Imbolc holiday celebrations typically include hearthfires, special foods, divination or watching for omens. Fire and purification are important: lighting candles and fires represents the return of warmth and the increasing power of the sun over the coming months. Spring cleaning is important too, to open up a space for what’s to come.
Sick of winter? Imbolc is traditionally a time of weather divination. There’s an old tradition of watching to see if serpents or badgers come out of their winter dens, and it’s a likely forerunner of the North American Groundhog Day. Imbolc is also believed to be when the Cailleach—the divine hag of Gaelic tradition—gathers her firewood for the rest of the winter. Legend has it that if she wishes to make the winter last longer, she’ll make sure the weather on Imbolc is bright and sunny, so she can gather plenty of firewood. So if Imbolc is a day of foul weather, it means the Cailleach is asleep and winter is almost over. (Today is looking rather bright and sunny. Bad sign!)

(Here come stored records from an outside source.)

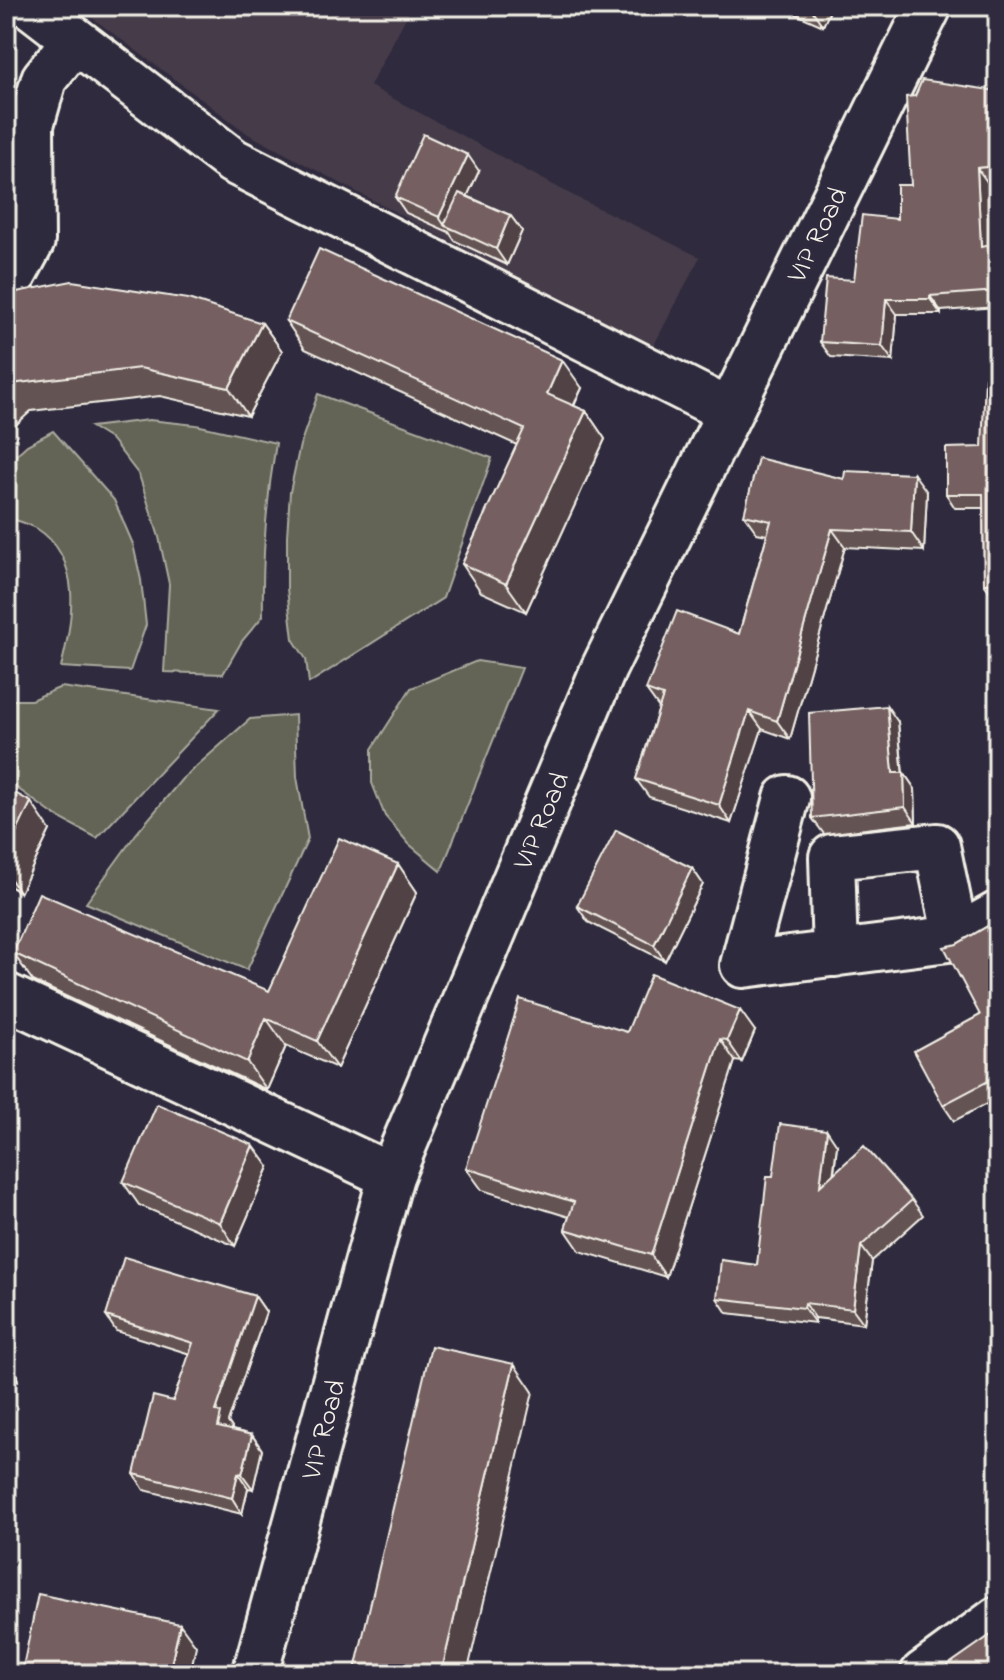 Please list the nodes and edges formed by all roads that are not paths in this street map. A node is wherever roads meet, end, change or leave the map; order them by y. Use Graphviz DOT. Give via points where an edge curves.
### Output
graph roads {
  1 [pos="31,6"];
  2 [pos="929,6"];
  3 [pos="75,40"];
  4 [pos="6,289"];
  5 [pos="729,411"];
  6 [pos="787,798"];
  7 [pos="998,914"];
  8 [pos="956,938"];
  9 [pos="835,954"];
  10 [pos="6,996"];
  11 [pos="391,1176"];
  12 [pos="998,1619"];
  13 [pos="255,1674"];
  14 [pos="923,1674"];
  1 -- 3 [label="street"];
  2 -- 5 [label="street, VIP Road"];
  3 -- 4 [label="street" via="44,79 31,125 32,241"];
  3 -- 5 [label="street" via="233,161"];
  5 -- 11 [label="street, VIP Road" via="604,668"];
  6 -- 9 [label="street" via="743,965"];
  7 -- 8 [label="street"];
  8 -- 9 [label="street"];
  8 -- 9 [label="street" via="937,846 832,857"];
  10 -- 11 [label="street"];
  11 -- 13 [label="street, VIP Road"];
  12 -- 14 [label="street"];
}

I’m a sucker for seasons and cycles. Many Sabbat practices that originated as agricultural festivals thousands of years ago have found their way into Western religions, so many people have continued these traditions if only half-consciously: “Candlemas” is a Christian holiday also celebrated on February 2. It celebrates the presentation of the child Jesus; Jesus’ first entry into the temple; and also the Virgin Mary’s purification. The original beliefs and practices focus on the earth’s seasons and the natural cycles of the world, and they stress reverence for nature and belief in ecological principles. Neopagans usually celebrate Imbolc in February in the Northern Hemisphere and in August in the Southern Hemisphere, at the astronomical midpoint between the winter solstice and spring equinox. In the Northern Hemisphere, this is usually on the 1st, 2nd, 3rd or 4th of February.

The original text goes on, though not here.